Little Three

From Wikipedia, the free encyclopedia

This is an old revision of this page, as edited by BD2412 (talk | contribs) at 01:33, 13 August 2017 (→‎top: Fixing links to disambiguation pages, improving links, other minor cleanup tasks using AWB). The present address (URL) is a permanent link to this revision, which may differ significantly from the current revision.

This article addresses the New England conference of colleges. For the Western New York agglomeration, see Western New York Little Three Conference.

The Little Three is a term both for the historic athletic association of, and longstanding relationship in intercollegiate sports it spawned between, three schools of today's New England Small College Athletic Conference: Amherst College in Amherst, Massachusetts, Wesleyan University in Middletown, Connecticut, and Williams College in Williamstown, Massachusetts.[1]
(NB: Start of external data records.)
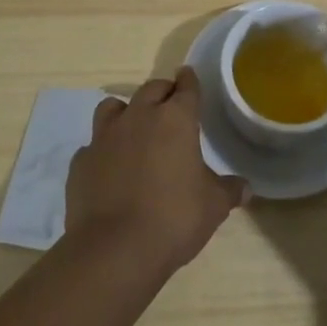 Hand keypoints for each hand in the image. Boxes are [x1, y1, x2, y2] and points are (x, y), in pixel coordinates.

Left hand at [65, 68, 247, 276]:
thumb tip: (245, 187)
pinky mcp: (81, 161)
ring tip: (134, 128)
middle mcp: (139, 117)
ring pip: (114, 106)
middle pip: (151, 89)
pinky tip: (109, 167)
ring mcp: (105, 137)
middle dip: (163, 92)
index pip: (186, 88)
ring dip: (126, 111)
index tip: (189, 76)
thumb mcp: (213, 207)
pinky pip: (93, 145)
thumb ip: (229, 190)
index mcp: (175, 120)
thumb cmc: (174, 219)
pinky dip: (103, 150)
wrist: (114, 249)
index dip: (190, 81)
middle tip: (170, 105) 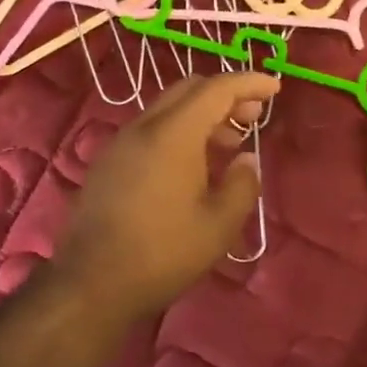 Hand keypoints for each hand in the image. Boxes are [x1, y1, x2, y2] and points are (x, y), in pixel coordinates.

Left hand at [56, 71, 279, 319]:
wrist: (91, 283)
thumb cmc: (163, 253)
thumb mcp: (218, 226)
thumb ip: (242, 185)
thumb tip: (247, 160)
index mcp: (174, 133)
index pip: (216, 89)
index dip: (249, 83)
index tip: (275, 88)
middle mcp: (144, 126)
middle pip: (189, 90)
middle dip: (226, 95)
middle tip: (253, 118)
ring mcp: (121, 143)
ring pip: (168, 109)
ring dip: (202, 115)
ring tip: (229, 144)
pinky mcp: (109, 162)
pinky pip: (151, 130)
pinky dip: (180, 132)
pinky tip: (193, 165) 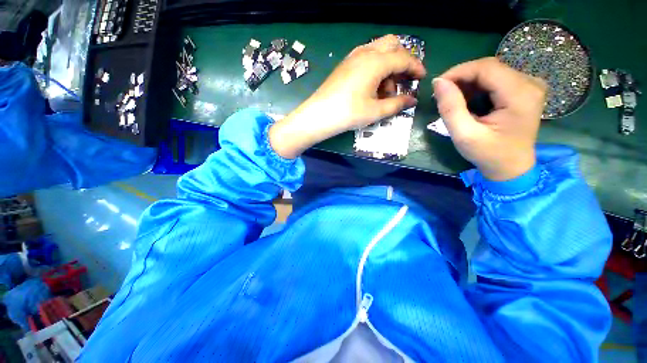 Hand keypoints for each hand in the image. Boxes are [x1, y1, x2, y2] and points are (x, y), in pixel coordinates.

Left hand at [269, 35, 426, 158]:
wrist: (319, 115)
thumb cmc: (348, 114)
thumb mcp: (375, 111)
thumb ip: (396, 104)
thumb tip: (412, 100)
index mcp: (376, 62)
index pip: (403, 58)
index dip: (416, 67)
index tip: (422, 78)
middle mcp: (365, 52)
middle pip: (392, 45)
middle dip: (402, 60)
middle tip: (403, 81)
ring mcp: (353, 57)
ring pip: (379, 50)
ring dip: (388, 64)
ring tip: (384, 90)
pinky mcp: (345, 64)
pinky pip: (366, 57)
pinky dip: (375, 66)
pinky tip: (372, 85)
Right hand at [433, 57, 546, 180]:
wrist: (511, 167)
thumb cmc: (488, 154)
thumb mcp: (464, 135)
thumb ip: (450, 108)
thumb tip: (438, 83)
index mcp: (520, 94)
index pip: (486, 68)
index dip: (458, 72)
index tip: (437, 86)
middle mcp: (530, 83)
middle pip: (489, 68)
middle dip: (461, 78)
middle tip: (442, 95)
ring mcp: (530, 85)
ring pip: (491, 72)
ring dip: (468, 83)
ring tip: (452, 100)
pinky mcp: (524, 89)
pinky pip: (496, 78)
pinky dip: (477, 87)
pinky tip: (467, 100) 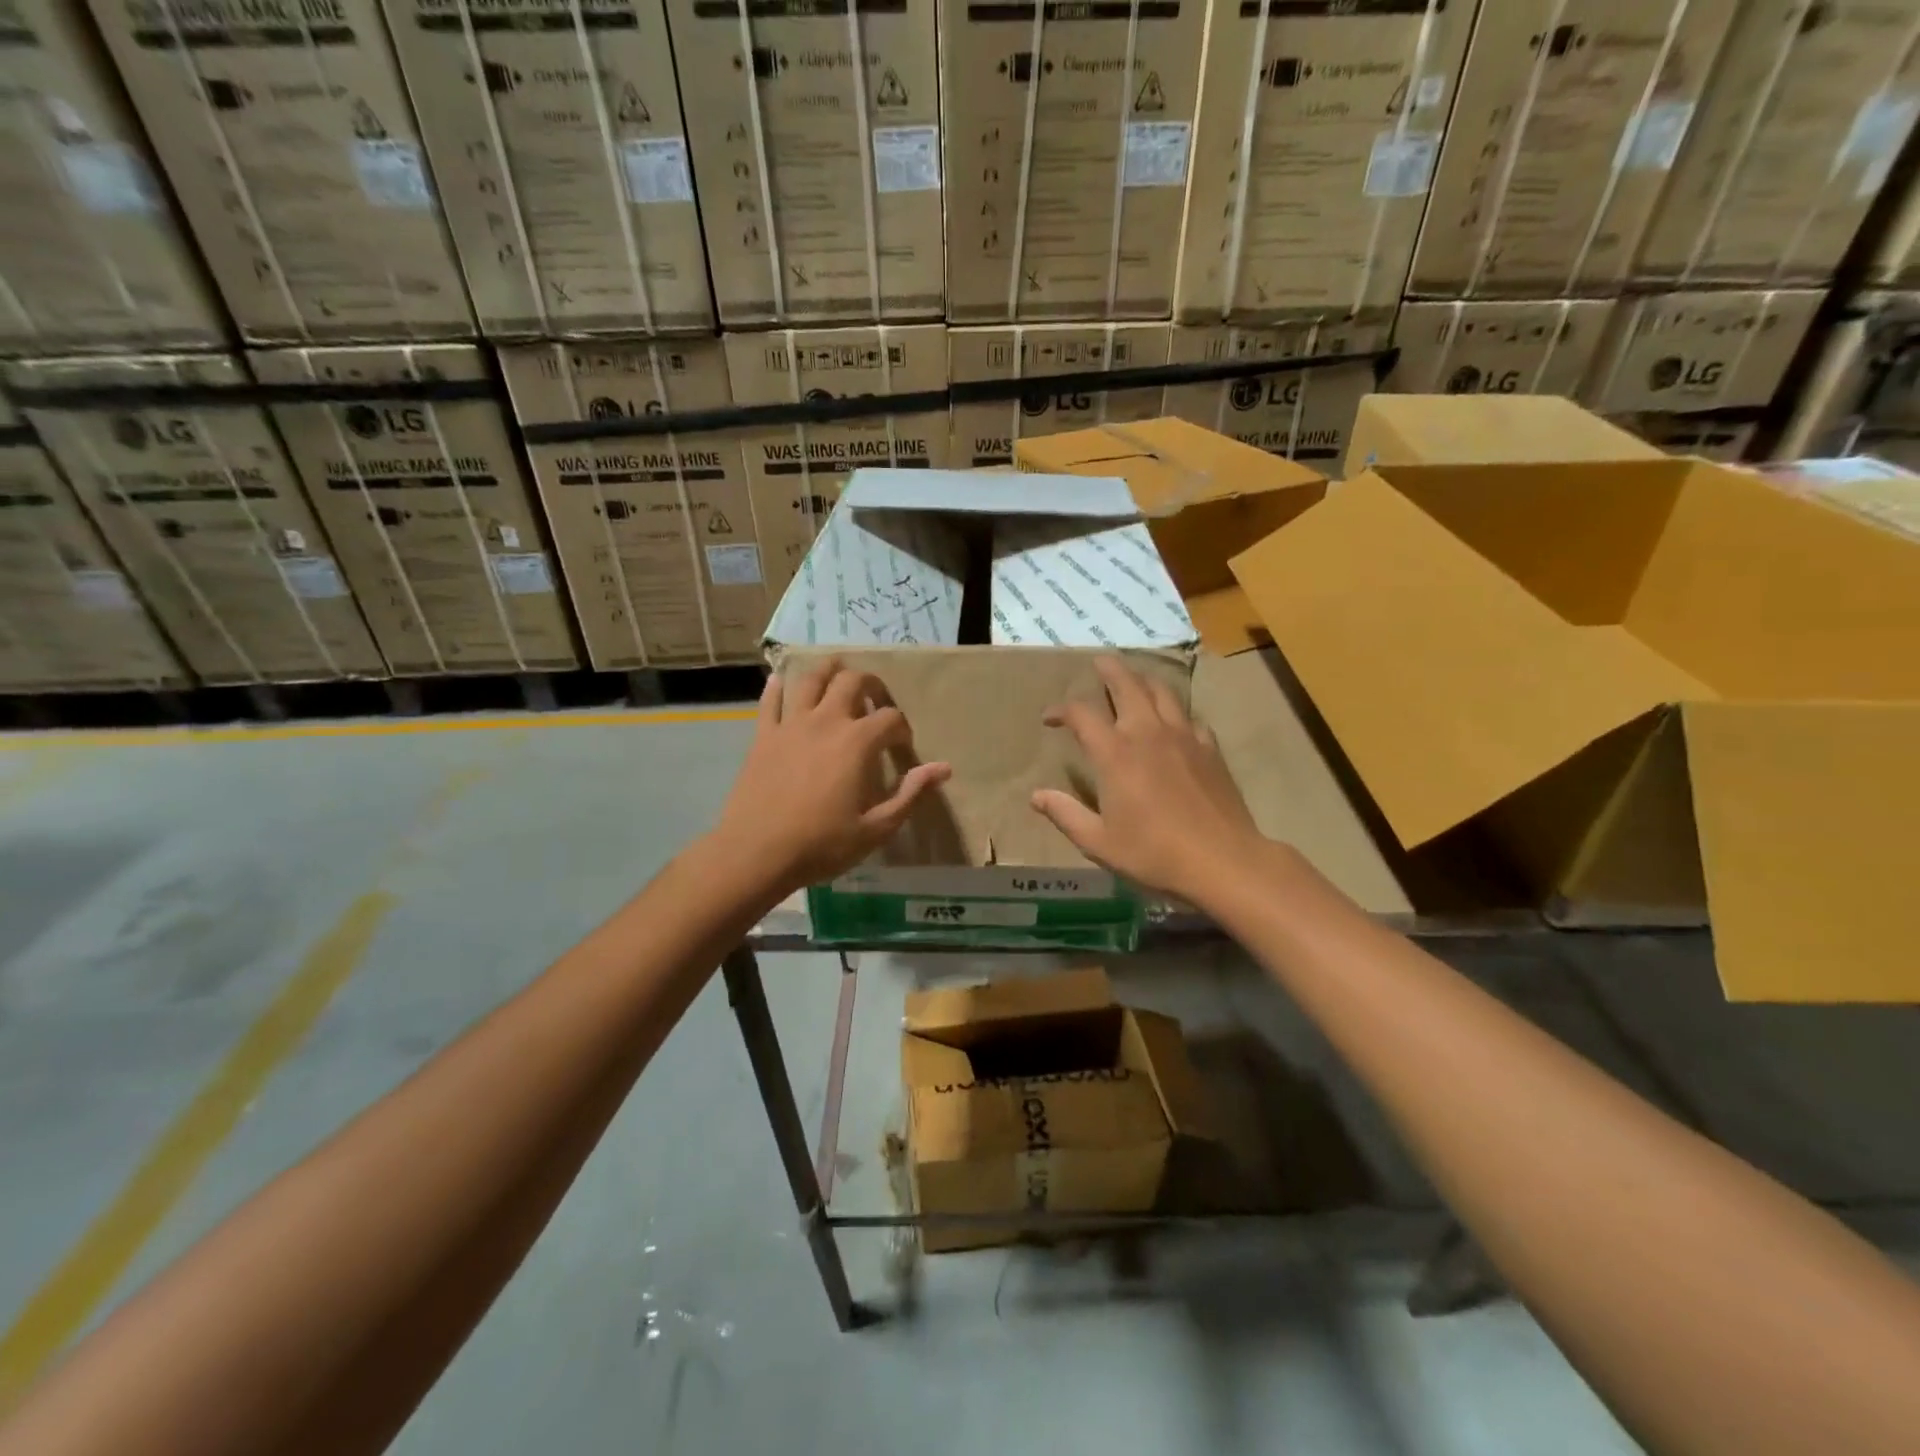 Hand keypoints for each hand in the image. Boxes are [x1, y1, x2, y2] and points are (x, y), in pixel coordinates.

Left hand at [710, 659, 950, 898]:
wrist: (756, 853)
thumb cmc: (822, 844)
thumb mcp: (876, 828)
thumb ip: (910, 793)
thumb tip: (943, 768)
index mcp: (857, 742)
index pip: (890, 717)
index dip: (901, 728)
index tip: (901, 746)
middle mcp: (826, 721)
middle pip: (852, 681)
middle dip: (870, 685)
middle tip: (875, 701)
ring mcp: (791, 724)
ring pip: (811, 679)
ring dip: (828, 670)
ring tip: (837, 674)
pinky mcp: (763, 735)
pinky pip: (770, 700)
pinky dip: (778, 687)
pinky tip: (782, 681)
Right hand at [1031, 656, 1264, 902]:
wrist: (1222, 861)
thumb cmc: (1153, 854)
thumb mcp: (1098, 842)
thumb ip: (1066, 814)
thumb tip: (1036, 796)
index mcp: (1115, 754)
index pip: (1082, 714)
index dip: (1061, 710)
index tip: (1050, 718)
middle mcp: (1147, 733)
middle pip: (1127, 685)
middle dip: (1109, 670)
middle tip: (1099, 662)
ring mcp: (1184, 737)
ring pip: (1162, 692)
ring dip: (1143, 680)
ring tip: (1135, 680)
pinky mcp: (1210, 749)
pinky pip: (1189, 717)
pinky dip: (1175, 712)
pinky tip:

All are liberal arts colleges in New England, today regarded as among the elite of the Little Ivies. They first joined together as the Triangular League athletic conference in 1899, which lasted only three years before breaking up over an argument concerning the eligibility of college baseball players who received pay during summer league play. In 1910 they formed what what is believed to be "America’s oldest, continuous intercollegiate athletic conference without a membership change,"[1] which earned the moniker "The Triumvirate".[1]

The exact origin of the term "Little Three" is lost to history,[1] but is clearly a play on the term the Big Three, coined in the 1880s to describe the three big universities, Harvard, Princeton, and Yale, which dominated football in the Ivy League.[2] The earliest known reference appeared in John Hallahan’s Football in New England Colleges in 1923: "Williams College again won the championship of the Little Three, which includes Wesleyan and Amherst . . ."[1]

Little Three championships are contested in 24 sports throughout the academic year.[1]

See also

References

  1. ^ a b c d e f The Little Three: Williams • Amherst • Wesleyan, posted at williams.edu
  2. ^ One version of the facts: my life in ... - Henry Edmison Duckworth - Google Books. Books.google.com. Retrieved 2011-12-19.